Stratified care has been proved to possess tremendous potential to tailor a more appropriate and effective approach to treatment and improve outcomes in many complex diseases (41–43). In this study, we firstly identified 1,273 SRGs using univariate Cox analysis and successfully stratified OC patients into three subgroups based on the different molecular patterns of these SRGs. To investigate whether the three clusters were related to clinical information, Kaplan–Meier survival analysis was performed, reflecting that patients in S-I had more favorable OS and DFS than those in S-II and S-III. We also found that the clinical stage showed significant differences in the molecular subtypes of OC. Here, the end-stage OC patients were more enriched within S-III compared with the other subtypes, which is consistent with the worst prognosis in S-III. Moreover, the enrichment analysis was conducted based on signature genes belonging to these three clusters, and a deeper characterization of the regulated pathways delineated that genes associated with immune function and DNA damage repair were enriched in S-I whereas signature genes of S-III were extensively involved in pathway reflecting malignancies.
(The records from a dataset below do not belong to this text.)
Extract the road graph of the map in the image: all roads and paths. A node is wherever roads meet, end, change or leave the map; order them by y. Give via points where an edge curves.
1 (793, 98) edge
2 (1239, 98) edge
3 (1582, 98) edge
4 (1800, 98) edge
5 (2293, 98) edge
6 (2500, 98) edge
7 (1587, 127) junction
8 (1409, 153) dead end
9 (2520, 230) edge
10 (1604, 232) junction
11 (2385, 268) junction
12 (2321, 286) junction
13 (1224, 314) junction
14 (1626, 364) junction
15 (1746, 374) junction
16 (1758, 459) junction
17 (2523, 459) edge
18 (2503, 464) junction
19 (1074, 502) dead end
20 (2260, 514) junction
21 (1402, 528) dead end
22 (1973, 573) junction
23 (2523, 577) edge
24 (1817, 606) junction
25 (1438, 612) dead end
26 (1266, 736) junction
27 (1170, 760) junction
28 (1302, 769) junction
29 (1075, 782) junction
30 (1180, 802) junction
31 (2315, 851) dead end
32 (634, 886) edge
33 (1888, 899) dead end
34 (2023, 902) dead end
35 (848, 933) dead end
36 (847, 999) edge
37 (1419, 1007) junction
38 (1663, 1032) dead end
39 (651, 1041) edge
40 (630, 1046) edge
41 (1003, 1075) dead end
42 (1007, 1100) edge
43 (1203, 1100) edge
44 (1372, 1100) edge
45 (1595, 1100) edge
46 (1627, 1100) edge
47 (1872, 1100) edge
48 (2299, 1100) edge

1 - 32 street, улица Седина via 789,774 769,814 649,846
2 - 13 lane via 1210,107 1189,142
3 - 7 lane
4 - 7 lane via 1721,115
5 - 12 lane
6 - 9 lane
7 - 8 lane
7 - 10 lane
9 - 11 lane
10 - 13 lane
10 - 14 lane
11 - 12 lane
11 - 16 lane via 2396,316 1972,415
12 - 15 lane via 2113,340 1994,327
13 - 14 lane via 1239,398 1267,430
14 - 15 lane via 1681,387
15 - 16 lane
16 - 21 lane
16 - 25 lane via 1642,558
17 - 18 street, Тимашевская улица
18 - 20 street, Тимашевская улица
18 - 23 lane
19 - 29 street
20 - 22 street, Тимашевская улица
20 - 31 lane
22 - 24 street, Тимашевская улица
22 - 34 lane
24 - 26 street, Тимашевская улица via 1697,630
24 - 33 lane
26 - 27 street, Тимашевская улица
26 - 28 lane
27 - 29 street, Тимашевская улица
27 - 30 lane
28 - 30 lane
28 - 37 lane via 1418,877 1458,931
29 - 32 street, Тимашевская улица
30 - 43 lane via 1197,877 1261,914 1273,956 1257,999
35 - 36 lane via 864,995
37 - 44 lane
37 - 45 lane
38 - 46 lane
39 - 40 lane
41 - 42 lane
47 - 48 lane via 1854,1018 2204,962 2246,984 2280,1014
For instance, in S-I, the genes were mainly enriched in antigen processing and presentation of endogenous peptide antigen, Toll-like receptor signaling pathway, base excision repair, and nucleotide excision repair. On the contrary, some core kinases and transcription factors involved in cancer such as CDK6, ERBB2, JAK1, DAPK1, FOXO1, and RXRA were highly expressed in S-III. For example, ERBB2 had been proved to induce transition of adherent cells to non-adherent cells to contribute to peritoneal spread of OC through upregulating ZEB1 (44) and CDK6 was found to protect OC cells from death by stabilizing FOXO3 upon platinum treatment (45). In addition, FOXO1, an upstream transcription factor of SOX2, participating in cancer stemness had been identified to participate in paclitaxel resistance in OC (17, 46). Moreover, retinoic acid receptor alpha (RARA) also highly expressed in S-III was found to mediate DNA polymerase θ expression to promote resistance of PARPi (47). All above evidence explained why patients in S-III tend to have a poor prognosis.
Radiotherapy has been largely abandoned in clinical treatment for OC patients except for palliative care. Although immunotherapy has made big success in many types of cancers such as non-small cell lung cancer (NSCLC), and immune checkpoint inhibitors have been proved to induce significant and sustained responses, OC remains poorly responsive to immunotherapy (48). However, new data indicated that rational combinations of radiotherapy with immunotherapy might impair or eradicate OC, which might suggest that radiation can reprogram the TME to promote antitumor activity in OC (49). In fact, in the TME, many such as tumor-specific expression of CCL5 in conjunction with CXCL9 can enhance lymphocyte infiltration whereas the deficiency of these genes can also promote M2 macrophage differentiation, resulting in immune suppression and poor prognosis. In 2023, Nikki also found that tumors especially for end-stage OC patients were relatively devoid of immune cell infiltrates and CCL5, which might contribute to a diminished lymphocyte infiltration and shift toward a protumorigenic and immunosuppressive TME (50). In our study, the ESTIMATE algorithm was applied to evaluate immune cell infiltration for each subtype and the results also showed higher immune cell infiltration in S-I compared with S-II and S-III, representing an immunoreactive subtype characterized with higher expression of chemokines such as CXCL9, CXCL10, and CXCL11, indicating a better prognosis, which showed a clear correlation with results of Tothill et al. and TCGA teams (14, 17). Moreover, a deeper characterization of the immune cell infiltration of each of these three subtypes delineated that the infiltration level of M1 macrophages is higher in S-I whereas that of M2 macrophages is lower, when compared with S-III, which also supports that pro-inflammatory M1 macrophages might produce immunostimulatory cytokines such as CXCL9, CXCL10, and CXCL11 to maintain its tumoricidal capacity and contribute a better prognosis (39). Additionally, we also found that patients with higher expression of these immunostimulatory cytokines harbor higher OS and a better prognosis, whereas CX3CR1, a biomarker of M2 macrophages, also showed different expressions in different clusters especially higher expression in S-III, which might explain why S-I has a better prognosis whereas S-III has the worst prognosis.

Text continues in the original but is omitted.